After 8 weeks in Sevilla, it was finally time to visit Plaza Del Toro, Sevilla´s bullring. James Michener in his book Íberia´ wrote that Sevilla had one of the finest bullrings in Spain. I have to agree that it is majestic and very beautiful, but I haven´t actually seen any others. I have never been to a bullfight and also, I have never had for a moment, any reservations about going.
The way I see it is, this is very much part of Spanish culture and has been for a very long time. It´s also very much part of the life of Sevilla and it´s not for me to judge or condone. Many friends asked me before I came to Sevilla if I would attend a bullfight. I said I absolutely would. Some were horrified of course and that´s fine. Let me indulge myself here for a moment. I have a creative mind, that´s what I do. I have to look at the whole picture and not just the slaughter of a defenseless animal.
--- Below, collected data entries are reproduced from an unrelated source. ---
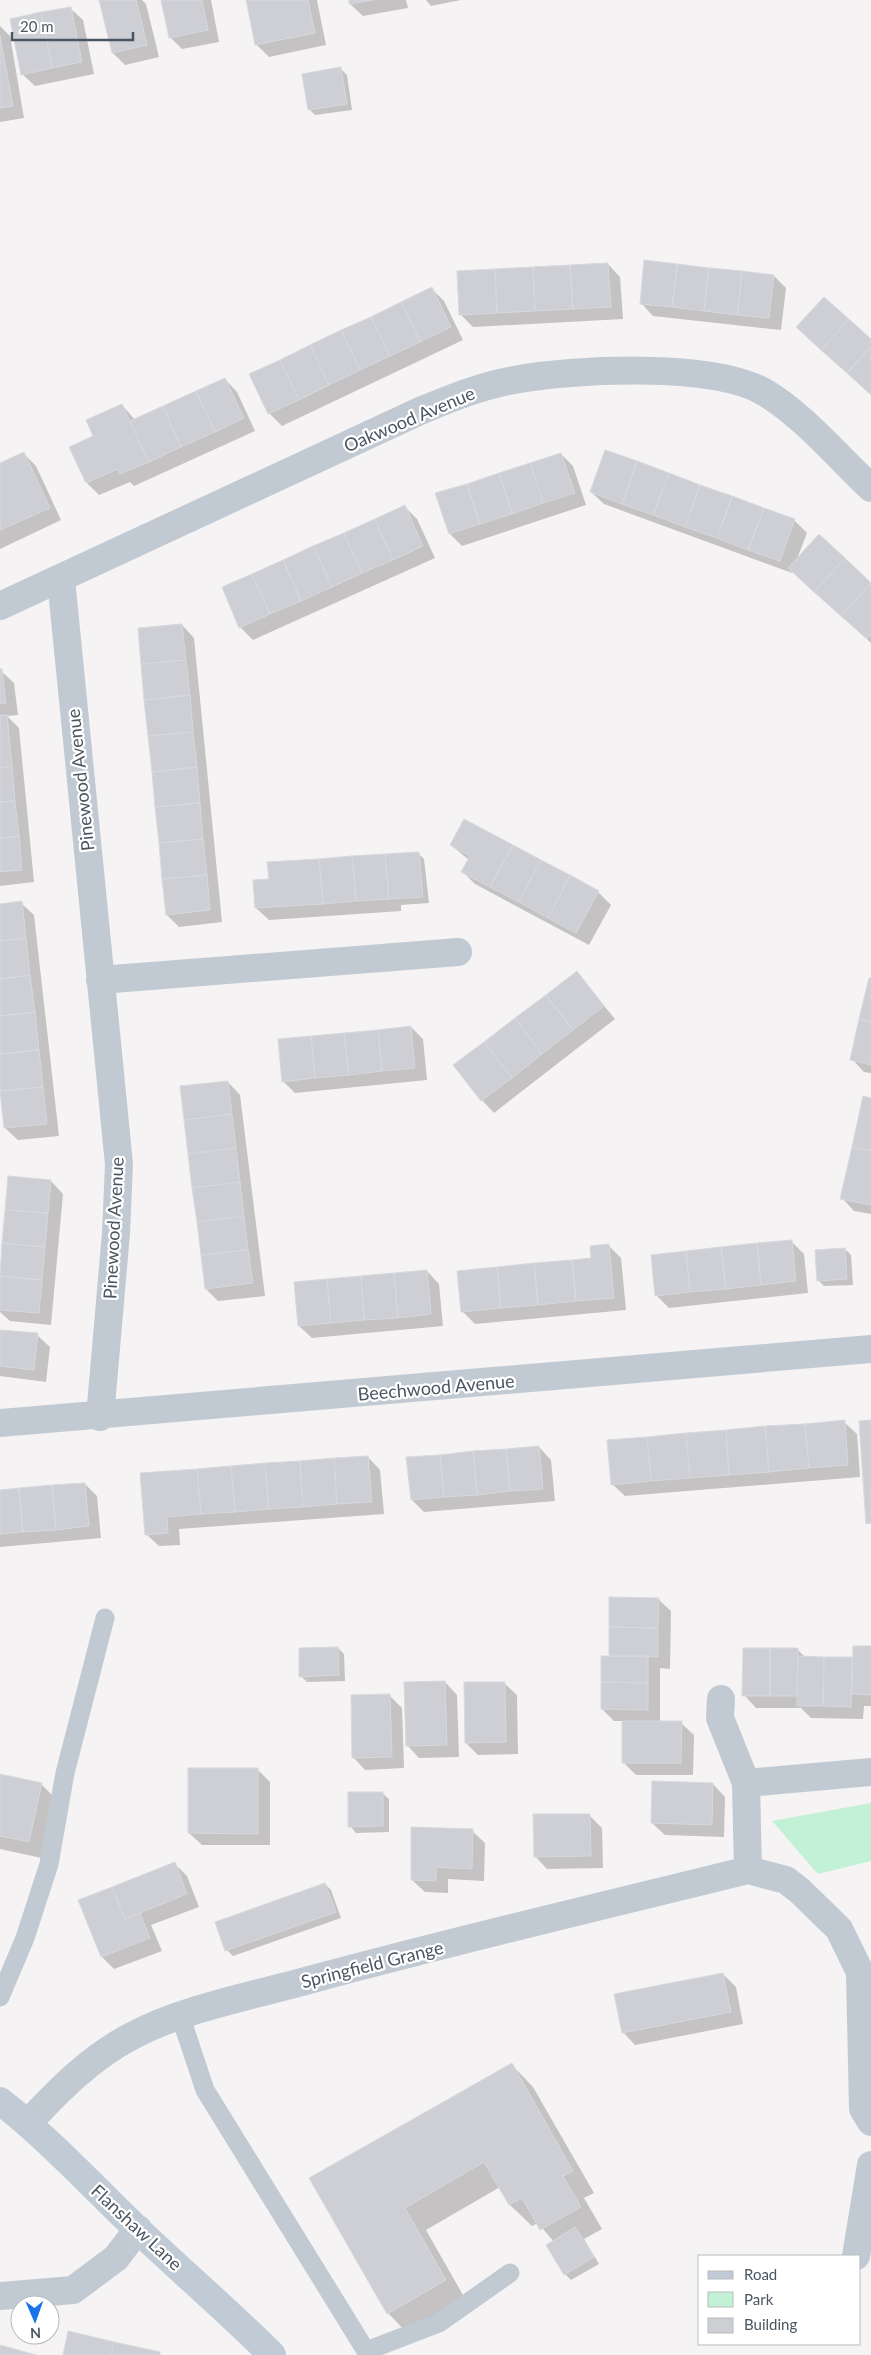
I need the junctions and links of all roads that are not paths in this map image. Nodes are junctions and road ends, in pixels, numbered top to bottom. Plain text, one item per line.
1 (871, 488) edge
2 (61, 579) junction
3 (0, 606) edge
4 (458, 952) dead end
5 (100, 980) junction
6 (871, 1349) edge
7 (100, 1416) junction
8 (0, 1423) edge
9 (105, 1618) dead end
10 (721, 1699) dead end
11 (871, 1772) edge
12 (746, 1783) junction
13 (748, 1870) junction
14 (0, 1996) edge
15 (180, 2015) junction
16 (0, 2101) edge
17 (871, 2122) edge
18 (28, 2124) junction
19 (871, 2165) edge
20 (138, 2229) junction
21 (856, 2255) edge
22 (510, 2273) dead end
23 (0, 2296) edge
24 (272, 2355) edge

1 - 2 street, Oakwood Avenue
2 - 3 street, Oakwood Avenue
2 - 5 street, Pinewood Avenue
4 - 5 street
5 - 7 street, Pinewood Avenue
6 - 7 street, Beechwood Avenue
7 - 8 street, Beechwood Avenue
9 - 14 lane
10 - 12 street
11 - 12 street
12 - 13 street
13 - 15 street, Springfield Grange
13 - 17 street, Springfield Grange
15 - 18 street, Springfield Grange
15 - 22 lane
16 - 18 street, Flanshaw Lane
18 - 20 street, Flanshaw Lane
19 - 21 street
20 - 23 street
20 - 24 street, Flanshaw Lane

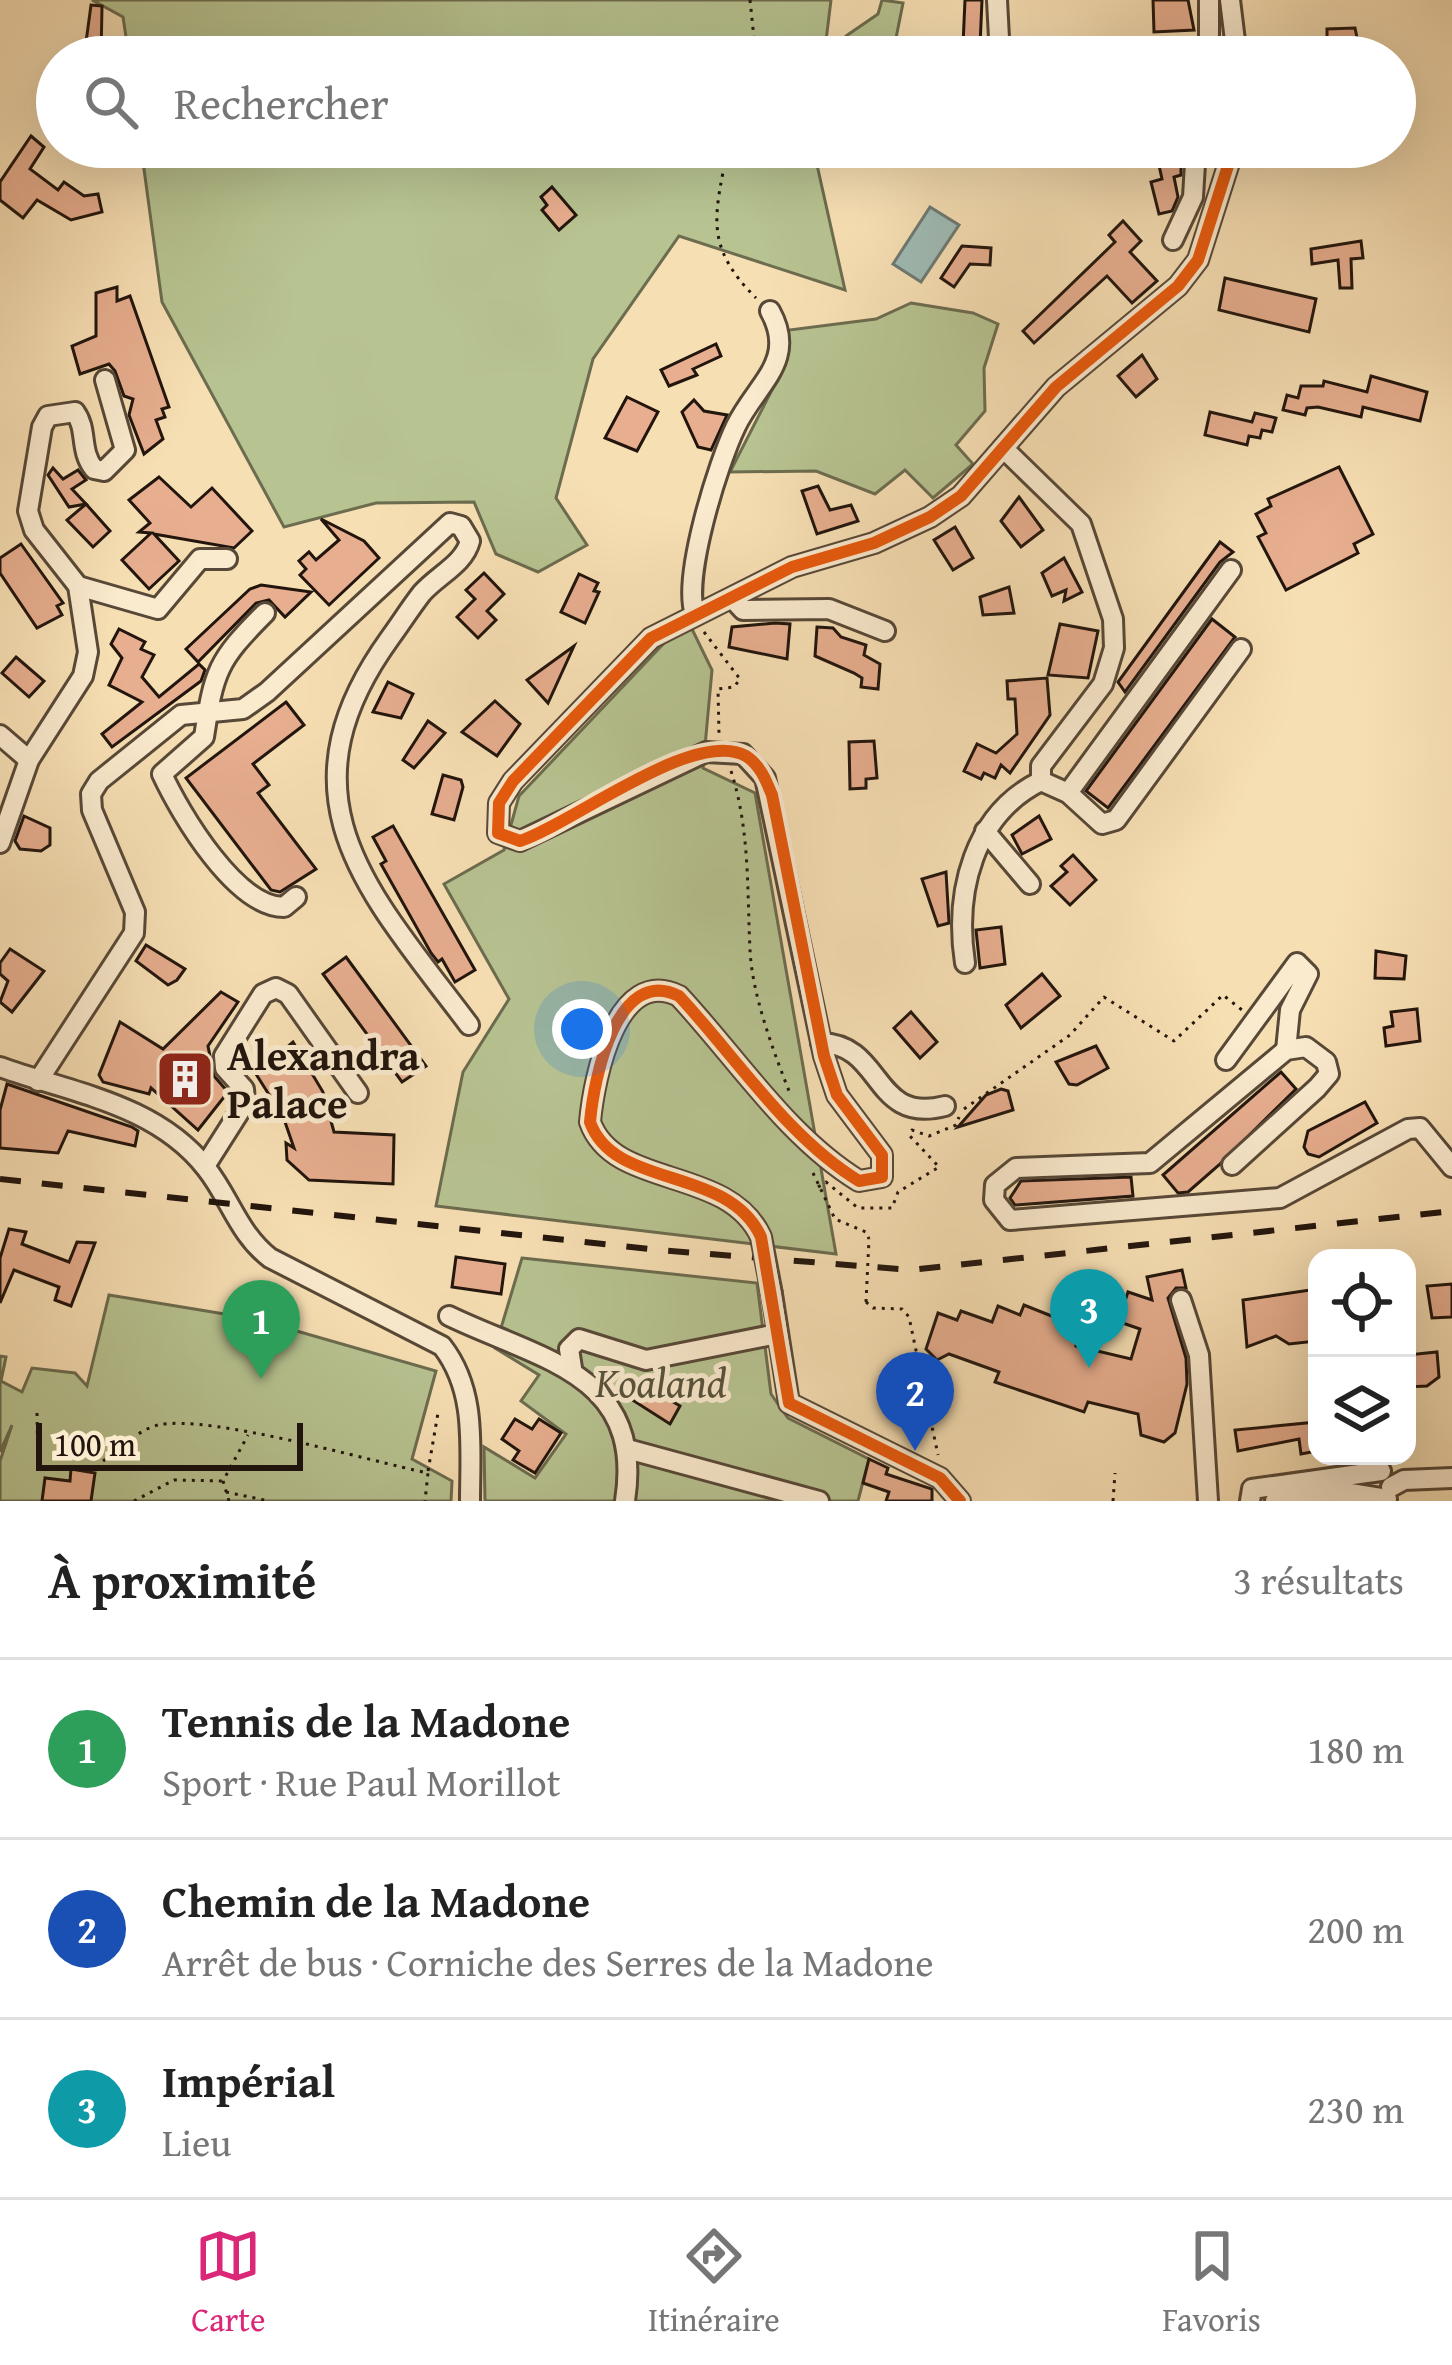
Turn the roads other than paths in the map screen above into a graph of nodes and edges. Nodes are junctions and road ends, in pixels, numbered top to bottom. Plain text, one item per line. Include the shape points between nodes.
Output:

It´s Sunday afternoon, warm and dry as Sevilla tends to be. A quick stop at a taverna for some wine and a rundown from Sean (seasoned attendee and local artist) of what to expect. ¨Did you bring a cigar?¨he asked me. Important to smoke a havana cigar, part of the culture. You could of course go the whole way and get a panama hat and a crumpled old linen suit ala Graeme Greene, but the cigar would suffice. We joined the crowd around one of the many gates that lead into Plaza Del Toro. You could feel the anticipation. This is mostly about the expectations of the crowd as to the skill of the matador and the bravery of the bull. Let me compare this to the Roman Coliseum for a moment. The crowd are ruthless, they are here for a show of bravery and skill not only on the part of the matador, but also on the bull. Mistakes and showmanship are not applauded, but punished and heckled. Inside, the arena is quite magnificent. Ancient architecture and hard concrete seats. The crowd waits patiently in the afternoon sun. The sand of the arena is a bright golden colour, smooth and flat awaiting the entrance of the bull.
This is how it works. There are five fights in all, or five bulls. The bulls weigh between 450kgs and 550kgs. They spend five years in the pastures grazing on the finest grass and are raised specifically for their 20 minutes in the bullring. First the five or six bullfighters come out, they are not the main matador who will fight the bull, but their task seems to be to get the bull angry, as if he isn´t already. They spread themselves around the ring and wait beside their protective barriers for the bull to enter the arena. Suddenly, the band kicks in with a deafening crashendo and the bull comes running into the arena. Big, black and angry and heads for the first man in pink tights her sees. They take turns with the bull for ten minutes or so to the enjoyment of the crowd until the band starts up again. (You can skip the next bit if you are a bit squeamish) Two picadores on horseback enter the arena with long pointed lances and march around the ring. The bull sees another animal and races towards it. The horses are armoured as you can see from the photos and safe from the bull, but the bull isn´t safe from the lance as the picadore pierces its back. This is to weaken the bull and prepare it for the fight. The picadores leave the arena and the matador enters with short feathered pointed sticks. I know, poor description but thats what they look like. Two at a time he stabs the bull in the spine as it charges him till he has six spikes in the bulls back. Then he gets his red cape and the fight begins.
As I mentioned earlier, showmanship to a degree is expected but not encouraged. The matadores look resplendant in their outfits and certainly are befitting of the splendour. They tease and play the bull for about ten minutes or until the crowd gets bored and then it´s time for the kill. He takes his sword, raises it in the air and to the approval of the crowd, awaits the bulls next charge and as he passes, drives the sword right to its hilt into the bull. Death comes quickly, the crowd will either applaud or boo the matador and the hooves of the butchers horses are heard entering the arena and the bull is dragged out, sliced up and sold in the butcher shops around the city the next day.
And so this continued for four more bulls with varying degrees of bravado, one matador tossed, many boo´d and the crowd leave the arena somewhat unhappy with the event. Some agreed the bulls were a bit slow, others blamed the matador. I´m not really sure how I felt about the whole thing. I´ve still to make my mind up. It was exciting, shocking and a spectacle all at once. I´m going again this coming Sunday when the new up and coming apprentices try their hand. Apparently the bulls have a better chance. I will let you know how it goes.